We can adjust this on marketplace-spdy, via a load balancer tweak, but we have no control over CDN tcp settings.
> 3] you can improve performance if marketplace-spdy.allizom.org and
> marketplace-stage.mozflare.net can be brought under the same host - you
> basically block for 2 seconds on this switchover. If that can't happen then
> if marketplace-stage has a stable IP, publish an A record for it as
> marketplace-stage.allizom.org - keeping the domain structure consistent will
> save recursive DNS lookups. don't use cnames - they add rtts. and rtts kill
> you at 500ms rtt times :) (you do have the meta dns prefetch which is cool,
> but its after the css reference has already been seen so its pretty much
> moot at that point)
marketplace-stage is a CDN endpoint, so an A record is not possible.
>
> 4] make marketplace-spdy also run spdy (right now its just on the CDN). Its
> only serving one or two resources so this is really for use as a signalling
> mechanism that it is ok for firefox to do TLS false start with your server.

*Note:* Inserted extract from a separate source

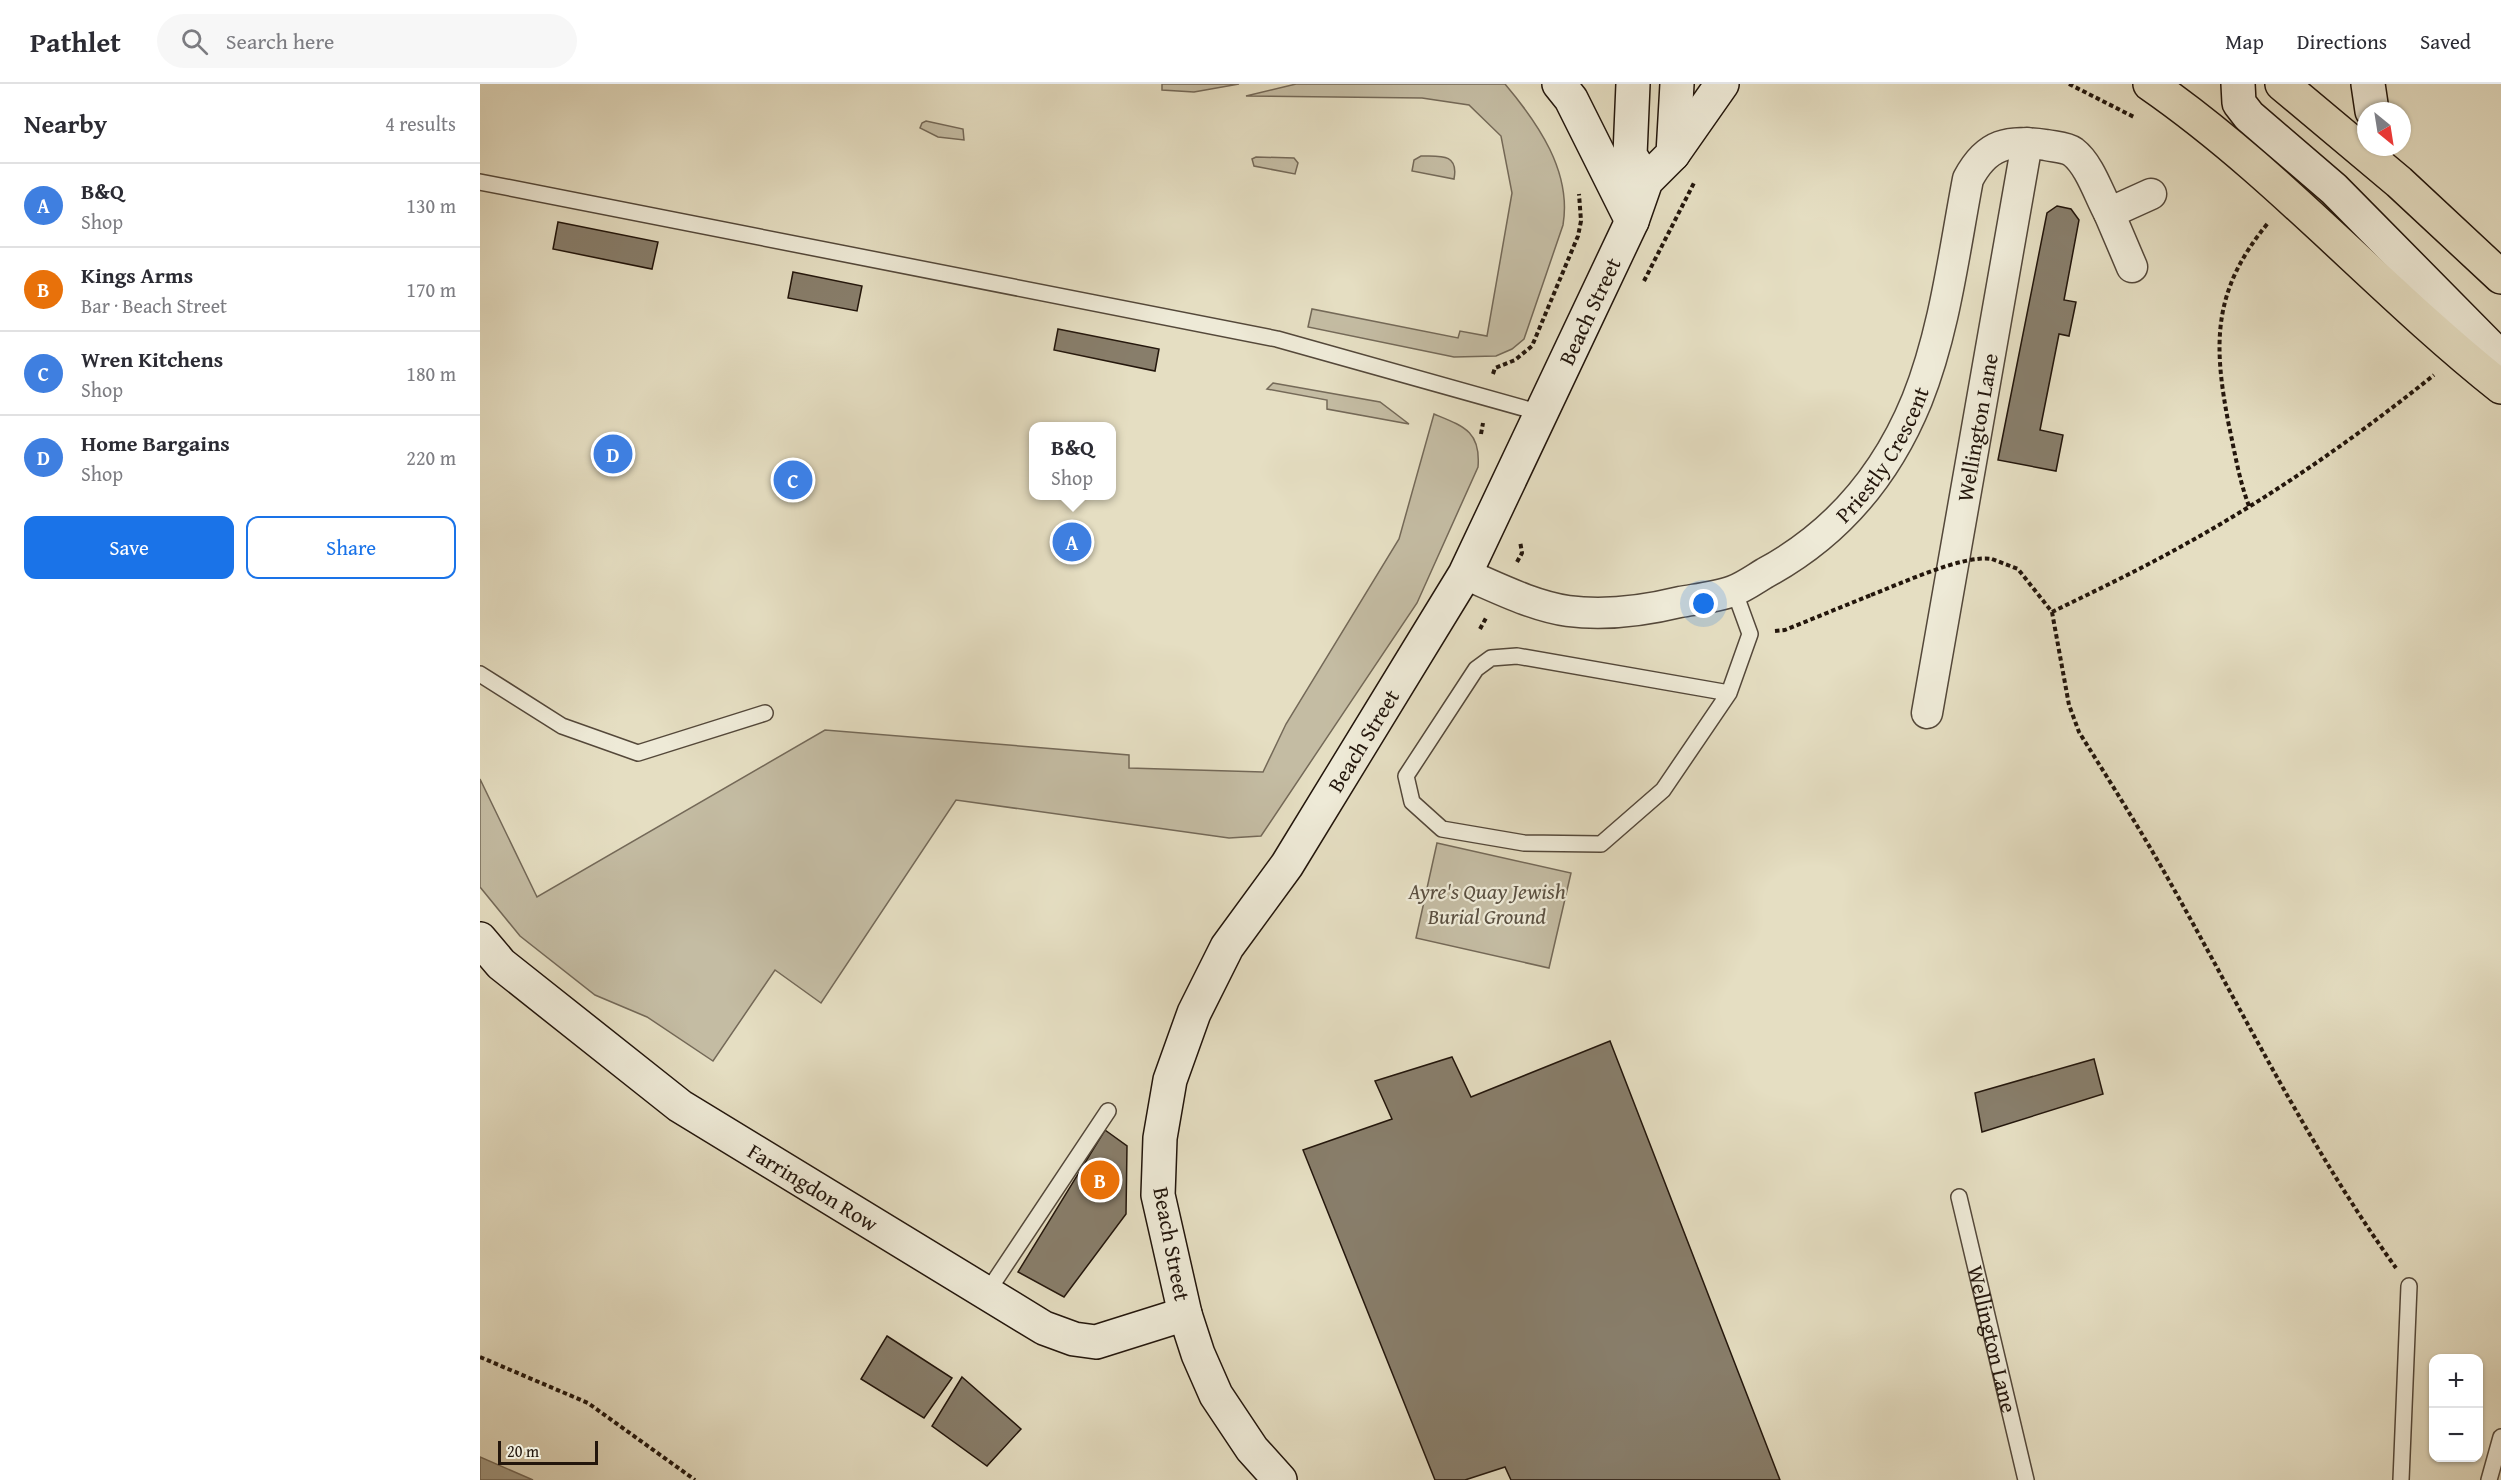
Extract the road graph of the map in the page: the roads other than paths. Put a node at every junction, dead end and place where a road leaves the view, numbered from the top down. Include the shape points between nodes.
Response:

> We need a signal to work around old buggy https servers, so even though it
> is not really a spdy optimization it will help. This will save you a round
> trip. They add up! If you really don't want to run spdy, its sufficient to
> have the server negotiate http/1 with npn or alpn instead.

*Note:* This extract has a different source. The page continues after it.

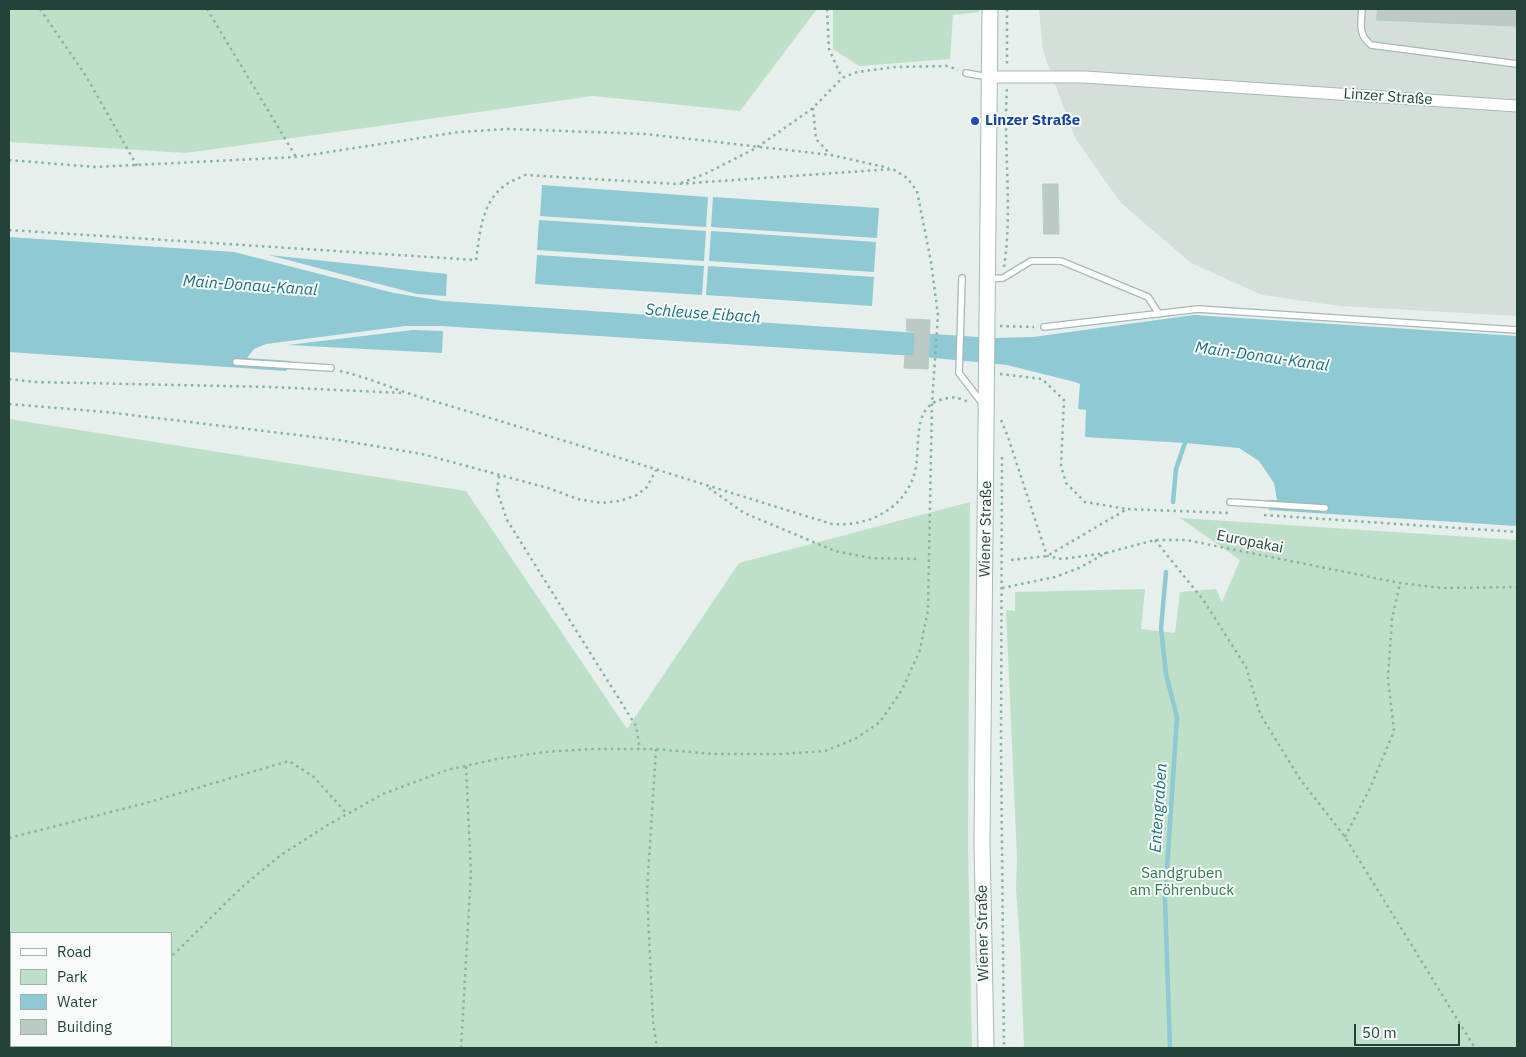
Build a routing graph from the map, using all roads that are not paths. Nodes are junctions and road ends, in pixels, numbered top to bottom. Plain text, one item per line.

The load balancer in front of marketplace-spdy hasn't implemented SPDY support.
>
> 6] starting at request 44 there is a run of images all requested together
> that have obviously been waiting for something to complete.. I bet that wait
> time can be moved up. how does include.js make its requests? i.e. does it
> try and do some kind of smart scheduling or does it go ahead and make the
> image requests as fast as it can? with spdy it should do the latter.
>
> 7] include.js is clearly a bottleneck for you. It seems to load most of the
> other resources (sometimes indirectly?), but that can't happen until the
> script is loaded completely... and it appears to have a lot of stuff that is
> extraneous to the frontpage on it.. credits.html for example is inlined in
> it. it seems you would be much better off loading that stuff separately.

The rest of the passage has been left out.